Podría decirse que todo circula (lo mal escrito y lo hecho con el oficio y la amorosidad plena que le dan al autor, la experiencia de escribir y ¡de la lectura!…). En este sentido, prefiero que se haya superado la dificultad de antaño: consagrados o no, siempre algún lector acusa recibo, compra y comenta.
Las bibliotecas (públicas y privadas) cumplen un rol inigualable. Prestan libros a sus lectores, escogen sus archivos y los sostienen en el tiempo. Están siendo digitalizadas, aunque su arquitectura conserva millares de títulos y de escritores que trascienden la época.
Plataformas diversas ofrecen textos a ser leídos desde dispositivos y redes sociales; la autogestión es posible merced a conocidas empresas que permiten la publicación on demand. Y la circulación doméstica (menos masiva) es asegurada cuando los libros son enviados en formato pdf a grupos, foros y a las distintas versiones conectivas en boga.

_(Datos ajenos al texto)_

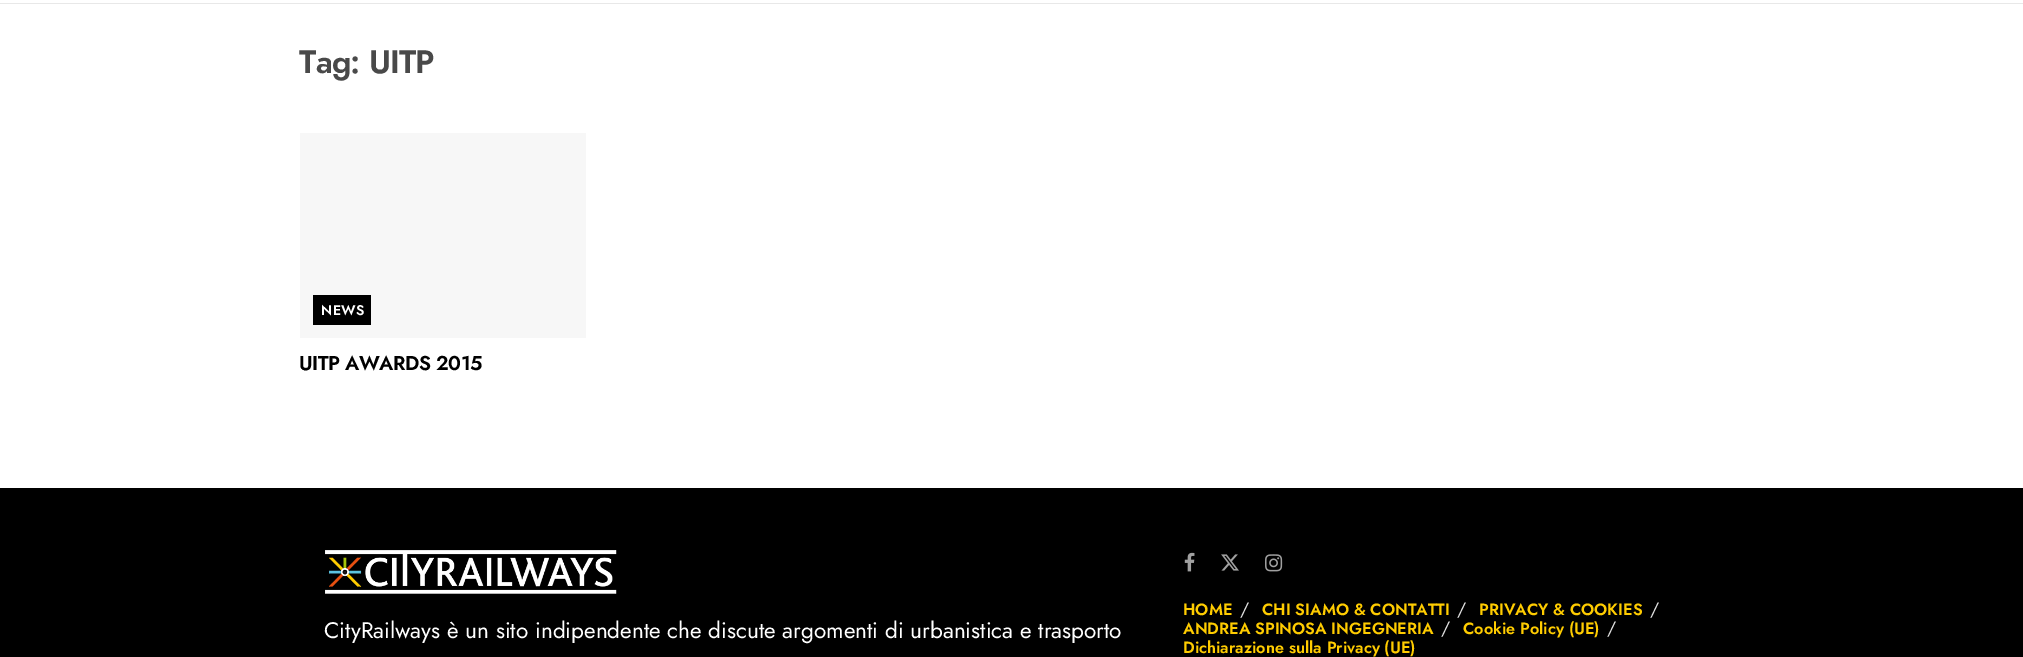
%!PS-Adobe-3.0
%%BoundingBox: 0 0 2023 657
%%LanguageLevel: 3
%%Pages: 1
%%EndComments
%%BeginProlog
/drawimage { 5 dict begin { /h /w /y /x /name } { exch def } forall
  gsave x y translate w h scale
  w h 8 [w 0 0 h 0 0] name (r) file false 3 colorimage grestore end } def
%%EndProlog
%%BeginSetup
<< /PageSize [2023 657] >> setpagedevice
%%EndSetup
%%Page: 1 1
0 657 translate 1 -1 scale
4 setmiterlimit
1 setgray
0 0 2023 657 rectfill
0.91 setgray
0 3 2023 1 rectfill
0.969 setgray
300 133 286 205 rectfill
0 setgray
313 295 58 30 rectfill
0 488 2023 169 rectfill
(images/1.raw) 325 550 292 44 drawimage
(images/2.raw) 1184 552 11 20 drawimage
(images/3.raw) 1221 554 18 17 drawimage
(images/4.raw) 1265 554 18 18 drawimage
/Jost-SemiBold [32.5 0 0 -32.5 0 0] selectfont
0.286 setgray
299 73 moveto -0.75 0 (Tag: UITP) ashow
/Jost-SemiBold [14 0 0 -14 0 0] selectfont
1 setgray
321 315 moveto 0.5 0 (NEWS) ashow
/Jost-SemiBold [20 0 0 -20 0 0] selectfont
0 setgray
299 370 moveto -0.4 0 (UITP AWARDS 2015) ashow
/Jost-Regular [22.5 0 0 -22.5 0 0] selectfont
1 setgray
324 638 moveto (CityRailways è un sito indipendente che discute argomenti di urbanistica e trasporto) show
/Jost-SemiBold [16.25 0 0 -16.25 0 0] selectfont
1 0.8 0 setrgbcolor
1183 615 moveto (HOME) show
/Jost-Regular [18 0 0 -18 0 0] selectfont
0.878 setgray
1240 615 moveto (/) show
/Jost-SemiBold [16.25 0 0 -16.25 0 0] selectfont
1 0.8 0 setrgbcolor
1262 615 moveto (CHI SIAMO & CONTATTI) show
/Jost-Regular [18 0 0 -18 0 0] selectfont
0.878 setgray
1457 615 moveto (/) show
/Jost-SemiBold [16.25 0 0 -16.25 0 0] selectfont
1 0.8 0 setrgbcolor
1479 615 moveto (PRIVACY & COOKIES) show
/Jost-Regular [18 0 0 -18 0 0] selectfont
0.878 setgray
1650 615 moveto (/) show
/Jost-SemiBold [16.25 0 0 -16.25 0 0] selectfont
1 0.8 0 setrgbcolor
1183 634 moveto (ANDREA SPINOSA INGEGNERIA) show
/Jost-Regular [18 0 0 -18 0 0] selectfont
0.878 setgray
1441 634 moveto (/) show
/Jost-SemiBold [16.25 0 0 -16.25 0 0] selectfont
1 0.8 0 setrgbcolor
1463 634 moveto (Cookie Policy \(UE\)) show
/Jost-Regular [18 0 0 -18 0 0] selectfont
0.878 setgray
1607 634 moveto (/) show
/Jost-SemiBold [16.25 0 0 -16.25 0 0] selectfont
1 0.8 0 setrgbcolor
1183 653 moveto (Dichiarazione sulla Privacy \(UE\)) show
showpage
%%EOF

Cualquiera que haya leído y lea, se imaginará que la intervención de la cultura ha sido uno de los paradigmas más visibles en la lucha por la supervivencia del sujeto y de sus signos. Construimos tal cultura porque somos mortales aunque sepamos que toda civilización provoca malestar en tanto nuestra humanidad es imperfecta. Pero somos los únicos que nacemos en el lenguaje -nuestra casa del ser, aquella en cuya morada habitamos (Martin Heidegger)-.
El libro, un texto semantizado de unidad temática, hoy impreso o digitalizado, es y ha sido también un objeto. Y atento a las nuevas modalidades de lectura, podríamos pensar erróneamente que los libros constituyen un intangible. Nada más lejos de la verdad: los libros significan, denuncian, resisten. En sus distintas versiones, sea en papel o digitales, continuarán. Son tangibles.
Como escribe la autora zaragozana Irene Vallejo en “El infinito en un junco”: “Sin los libros, las mejores cosas de nuestro mundo se habrían esfumado en el olvido”.
¡Lean libros, déjense llevar por sus territorios literarios, personajes e historias! El saber trasciende, los libros son y serán siempre pulsión de vida!